From: Bjorn Helgaas <helgaas@kernel.org>
To: Mario Limonciello <superm1@kernel.org>
Cc: Alex Williamson <alex.williamson@redhat.com>,
mario.limonciello@amd.com, bhelgaas@google.com,
Thomas Zimmermann <tzimmermann@suse.de>,
linux-pci@vger.kernel.org
Subject: Re: [PATCH] PCI/VGA: Look at all PCI display devices in VGA arbiter
Date: Fri, 13 Jun 2025 15:31:30 -0500 [thread overview]
Message-ID: <20250613203130.GA974345@bhelgaas> (raw)
In-Reply-To: <3a0a7aeb-436d-442a-bede-9e760a69fa47@kernel.org>
On Fri, Jun 13, 2025 at 02:31:10PM -0500, Mario Limonciello wrote:
> On 6/13/2025 2:07 PM, Bjorn Helgaas wrote:
> > On Thu, Jun 12, 2025 at 10:12:14PM -0500, Mario Limonciello wrote:
> > > From: Mario Limonciello <mario.limonciello@amd.com>
> > >
> > > On an A+N mobile system the APU is not being selected by some desktop
> > > environments for any rendering tasks. This is because the neither GPU
> > > is being treated as "boot_vga" but that is what some environments use
> > > to select a GPU [1].
> >
> > What is "A+N" and "APU"?
>
> A+N is meant to refer to an AMD APU + NVIDIA dGPU.

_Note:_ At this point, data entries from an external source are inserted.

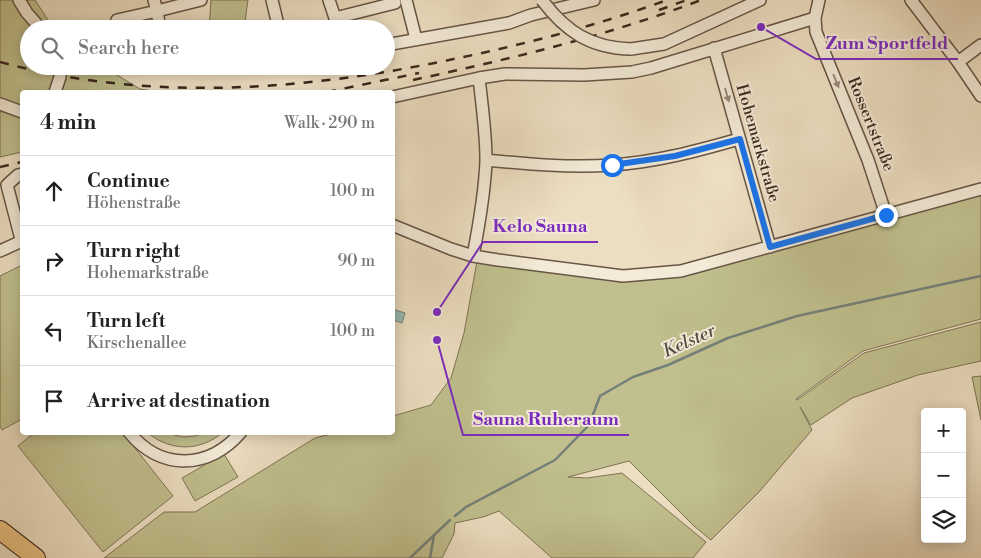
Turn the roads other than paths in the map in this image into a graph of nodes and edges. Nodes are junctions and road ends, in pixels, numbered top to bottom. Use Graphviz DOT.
graph roads {
  1 [pos="19,0"];
  2 [pos="201,0"];
  3 [pos="272,0"];
  4 [pos="329,0"];
  5 [pos="542,0"];
  6 [pos="594,0"];
  7 [pos="760,0"];
  8 [pos="819,0"];
  9 [pos="910,0"];
  10 [pos="401,2"];
  11 [pos="156,5"];
  12 [pos="815,18"];
  13 [pos="33,20"];
  14 [pos="117,20"];
  15 [pos="158,20"];
  16 [pos="277,20"];
  17 [pos="416,39"];
  18 [pos="395,43"];
  19 [pos="981,45"];
  20 [pos="714,48"];
  21 [pos="958,62"];
  22 [pos="60,75"];
  23 [pos="479,78"];
  24 [pos="55,90"];
  25 [pos="981,96"];
  26 [pos="395,97"];
  27 [pos="0,104"];
  28 [pos="20,111"];
  29 [pos="740,139"];
  30 [pos="486,160"];
  31 [pos="20,174"];
  32 [pos="981,189"];
  33 [pos="886,215"];
  34 [pos="20,224"];
  35 [pos="395,226"];
  36 [pos="20,243"];
  37 [pos="770,247"];
  38 [pos="0,251"];
  39 [pos="473,256"];
  40 [pos="132,435"];
  41 [pos="238,435"];
  42 [pos="0,530"];
  43 [pos="0,545"];
  44 [pos="16,558"];
  45 [pos="36,558"];
  1 -- 13 [label="street"];
  2 -- 11 [label="street"];
  3 -- 16 [label="street"];
  4 -- 10 [label="street"];
  5 -- 7 [label="street, bridge"];
  6 -- 17 [label="street"];
  8 -- 12 [label="street"];
  9 -- 21 [label="street"];
  10 -- 17 [label="street"];
  11 -- 14 [label="street"];
  11 -- 15 [label="street"];
  12 -- 20 [label="street"];
  12 -- 33 [label="street, Rossertstraße, one-way"];
  17 -- 18 [label="street"];
  19 -- 21 [label="street"];
  20 -- 23 [label="street"];
  20 -- 29 [label="street, Hohemarkstraße, one-way"];
  21 -- 25 [label="street"];
  22 -- 24 [label="street, bridge"];
  23 -- 26 [label="street"];
  23 -- 30 [label="street"];
  27 -- 28 [label="street"];
  29 -- 30 [label="street"];
  29 -- 37 [label="street, Hohemarkstraße"];
  30 -- 39 [label="street"];
  31 -- 34 [label="street"];
  32 -- 33 [label="street"];
  33 -- 37 [label="street"];
  35 -- 39 [label="street"];
  36 -- 38 [label="street"];
  37 -- 39 [label="street"];
  40 -- 41 [label="street"];
  42 -- 45 [label="highway"];
  43 -- 44 [label="highway"];
}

> APU is an SoC that contains a lot more IP than just x86 cores. In this
> context it contains both integrated graphics and display IP.
So I guess "APU is not being selected" refers to the AMD APU?
> > I didn't quite follow the second sentence. I guess you're saying some
> > userspace environments use the "boot_vga" sysfs file to select a GPU?
> > And on this A+N system, neither device has the file?
>
> Yeah. Specifically this problem happens in Xorg that the library it uses
> (libpciaccess) looks for a boot_vga file. That file isn't found on either
> GPU and so Xorg picks the first GPU it finds in the PCI heirarchy which
> happens to be the NVIDIA GPU.
>
> > > The VGA arbiter driver only looks at devices that report as PCI display
> > > VGA class devices. Neither GPU on the system is a display VGA class
> > > device:
> > >
> > > c5:00.0 3D controller: NVIDIA Corporation Device 2db9 (rev a1)
> > > c6:00.0 Display controller: Advanced Micro Devices, Inc. [AMD/ATI] Device 150e (rev d1)
> > >
> > > So neither device gets the boot_vga sysfs file. The vga_is_boot_device()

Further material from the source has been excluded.